• Task:
Repeat every record below exactly, omitting any pictures.

┌────────

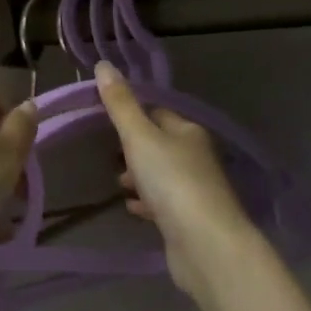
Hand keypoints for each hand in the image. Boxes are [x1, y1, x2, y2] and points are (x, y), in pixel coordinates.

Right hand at [96, 62, 258, 297]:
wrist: (206, 245)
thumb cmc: (172, 181)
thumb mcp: (140, 137)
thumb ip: (120, 104)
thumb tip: (103, 65)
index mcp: (189, 131)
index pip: (158, 113)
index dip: (133, 114)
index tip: (107, 121)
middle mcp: (196, 157)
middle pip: (160, 145)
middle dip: (134, 149)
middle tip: (109, 155)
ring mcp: (196, 190)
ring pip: (161, 175)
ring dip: (139, 177)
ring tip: (117, 184)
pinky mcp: (190, 221)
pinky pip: (164, 204)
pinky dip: (147, 203)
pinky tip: (132, 208)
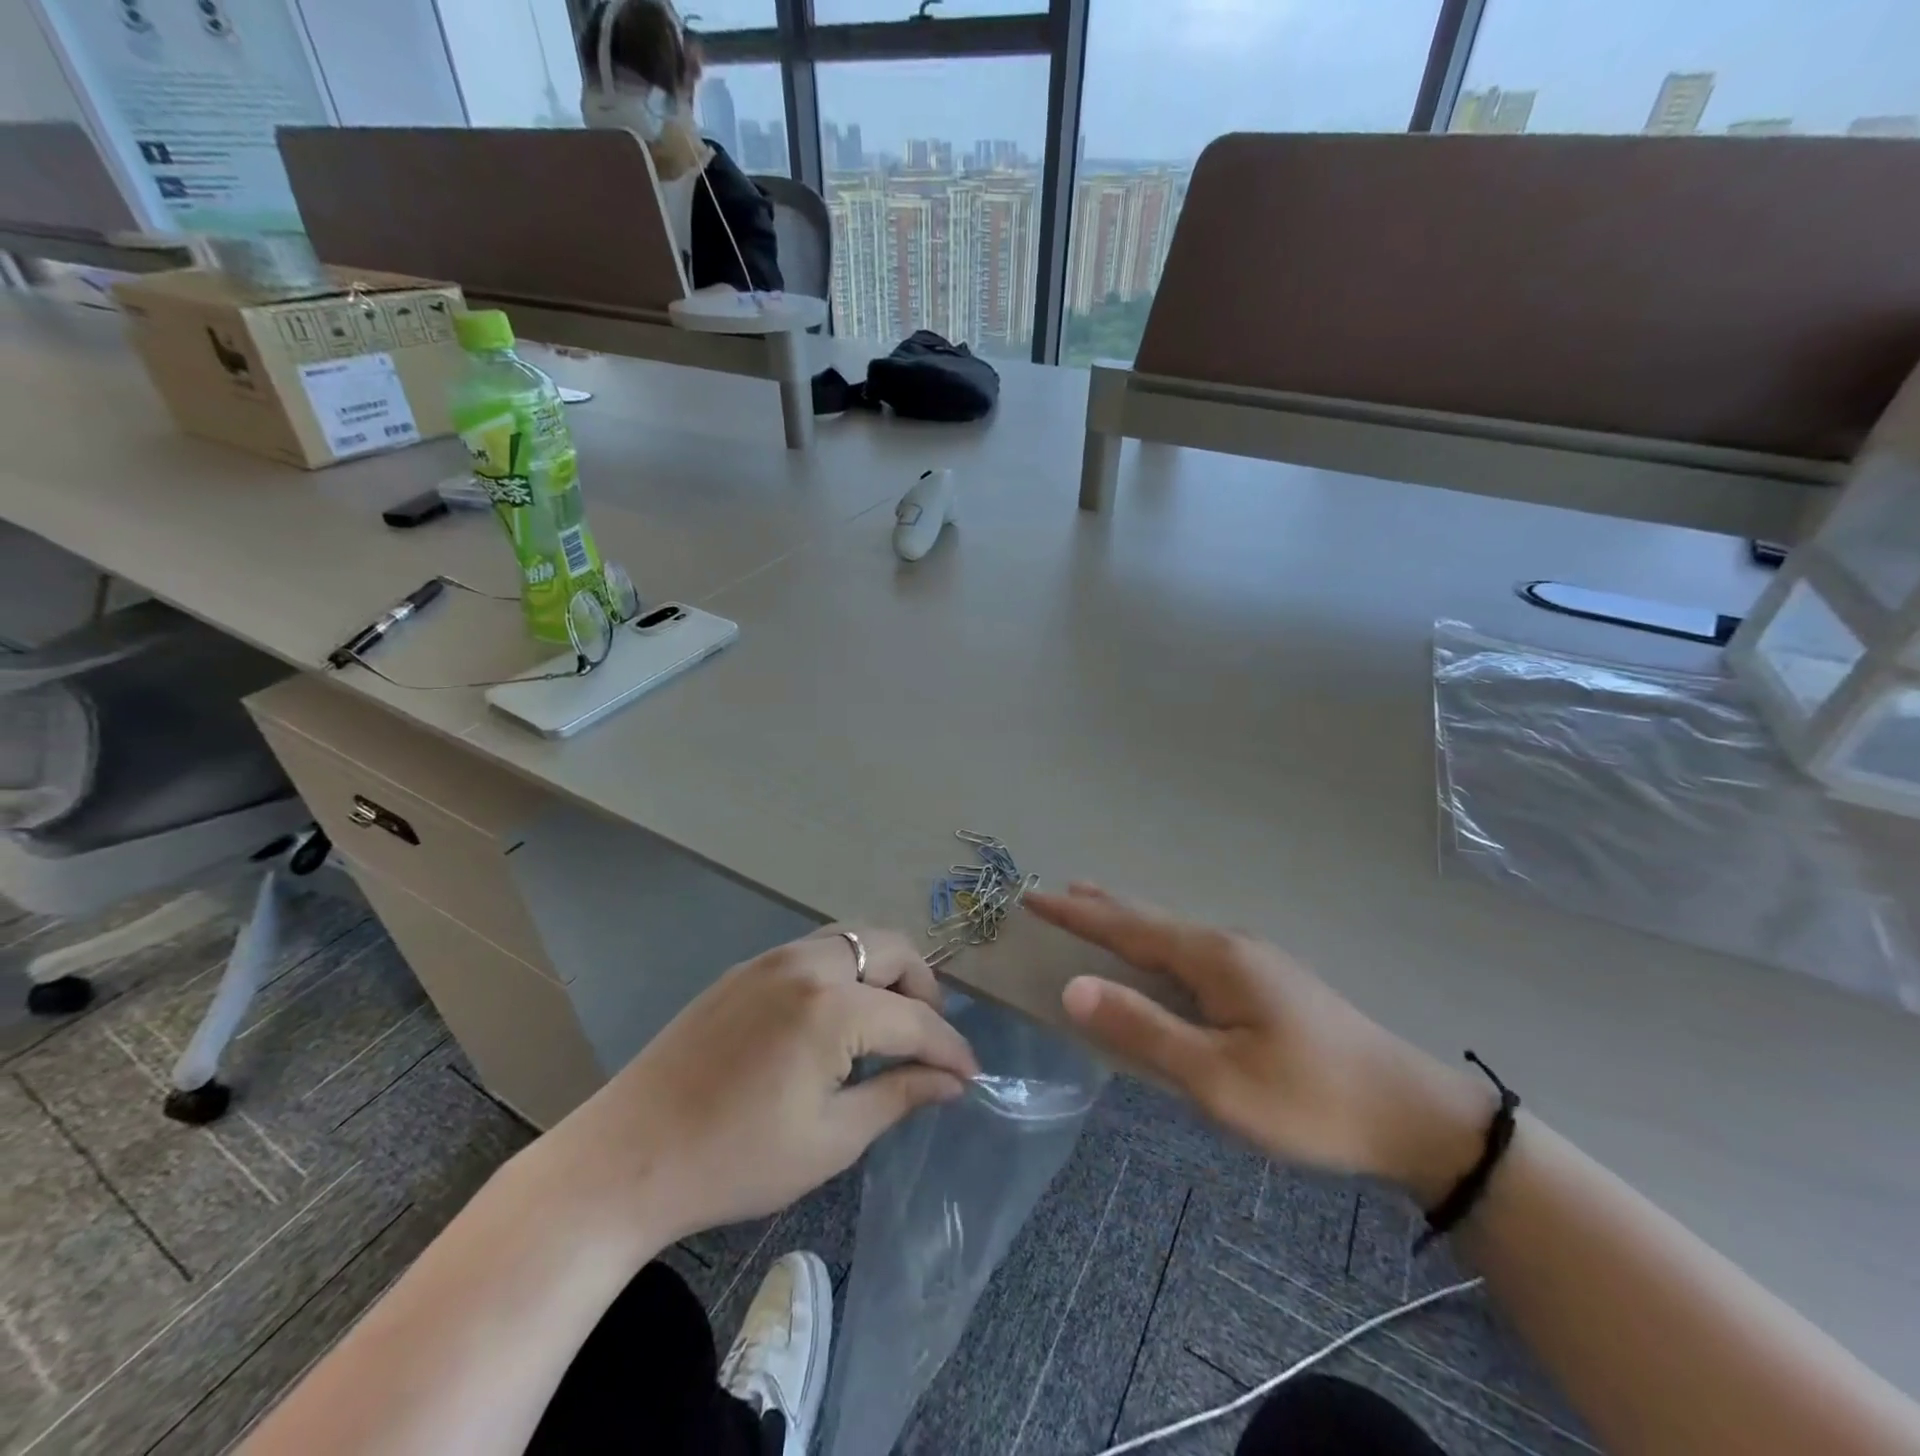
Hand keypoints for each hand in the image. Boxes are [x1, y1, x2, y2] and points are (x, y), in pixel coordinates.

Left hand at [536, 927, 978, 1251]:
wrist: (626, 1158)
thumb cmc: (735, 1161)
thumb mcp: (830, 1139)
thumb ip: (899, 1096)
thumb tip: (951, 1081)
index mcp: (831, 1007)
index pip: (914, 1018)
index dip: (949, 1048)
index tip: (970, 1075)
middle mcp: (807, 963)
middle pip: (892, 949)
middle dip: (923, 990)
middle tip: (927, 1040)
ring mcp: (772, 958)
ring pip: (854, 939)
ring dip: (884, 972)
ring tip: (888, 1024)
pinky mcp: (746, 968)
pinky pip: (817, 950)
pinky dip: (847, 971)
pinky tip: (837, 1018)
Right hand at [1027, 884, 1491, 1202]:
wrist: (1414, 1115)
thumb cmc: (1309, 1101)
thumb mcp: (1217, 1078)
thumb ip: (1143, 1030)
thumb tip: (1074, 987)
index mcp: (1213, 958)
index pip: (1127, 926)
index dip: (1077, 913)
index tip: (1035, 895)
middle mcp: (1230, 945)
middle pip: (1151, 918)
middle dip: (1100, 907)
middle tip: (1058, 894)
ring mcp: (1254, 961)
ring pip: (1175, 933)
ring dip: (1130, 921)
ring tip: (1098, 909)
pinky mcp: (1269, 983)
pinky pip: (1194, 952)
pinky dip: (1158, 943)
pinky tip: (1162, 957)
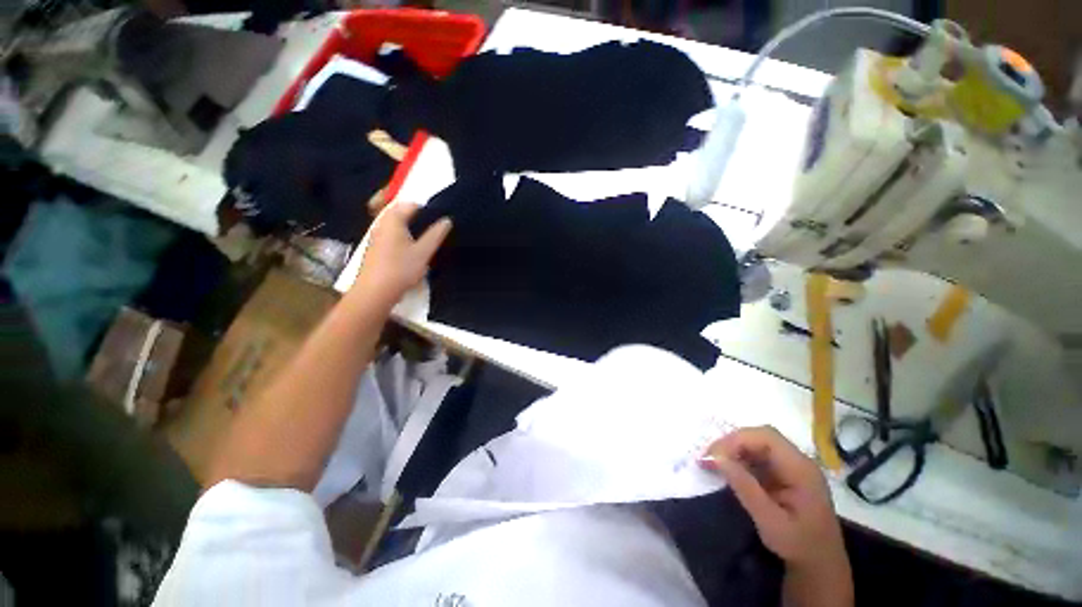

└────────

• Worked solution:
Hand keypoints for each hand in the image. Boxes are [x1, y1, x2, y2] and points are (x, y), in pixel coordinates.

Right hand at [96, 62, 258, 297]:
wrist: (206, 245)
thumb cmc: (172, 181)
thumb mcp: (140, 137)
thumb ip: (120, 104)
thumb tip: (103, 65)
index mcp: (189, 131)
index pip: (158, 113)
index dip: (133, 114)
index tip: (107, 121)
middle mcp: (196, 157)
middle pip: (160, 145)
middle dip: (134, 149)
middle tip: (109, 155)
ring mcp: (196, 190)
ring pip: (161, 175)
ring dip: (139, 177)
ring tip: (117, 184)
pinky mcp: (190, 221)
pinky pip: (164, 204)
pinky dip: (147, 203)
pinky tip: (132, 208)
Hand keypoints for each hand in the image. Boxes are [x1, y1, x2, y2] and points are (x, y), in pixel coordinates.

Left hand at [536, 927, 978, 1251]:
wrist: (626, 1158)
thumb cmc: (735, 1161)
thumb mcp: (830, 1139)
thumb ip: (899, 1096)
thumb tip: (951, 1081)
index mcp: (831, 1007)
index pip: (914, 1018)
index dip: (949, 1048)
index tip: (970, 1075)
middle mcp: (807, 963)
middle pip: (892, 949)
middle dip: (923, 990)
middle tip: (927, 1040)
ring mcp: (772, 958)
ring pip: (854, 939)
ring dip: (884, 972)
ring tip: (888, 1024)
pinky mcp: (746, 968)
pinky pip: (817, 950)
pinky dip: (847, 971)
pinky tip: (837, 1018)
Right hand at [1027, 884, 1491, 1202]:
wrist: (1414, 1115)
thumb cmc: (1309, 1101)
thumb mcp: (1217, 1078)
thumb ip: (1143, 1030)
thumb tip: (1074, 987)
index mcp: (1213, 958)
index pip: (1127, 926)
index dip: (1077, 913)
index tip: (1035, 895)
middle mcp: (1230, 945)
middle pip: (1151, 918)
middle dip: (1100, 907)
middle tip: (1058, 894)
ring mcp: (1254, 961)
ring pip: (1175, 933)
ring dip: (1130, 921)
ring tip: (1098, 909)
pinky mcp: (1269, 983)
pinky pip: (1194, 952)
pinky dip: (1158, 943)
pinky tip: (1162, 957)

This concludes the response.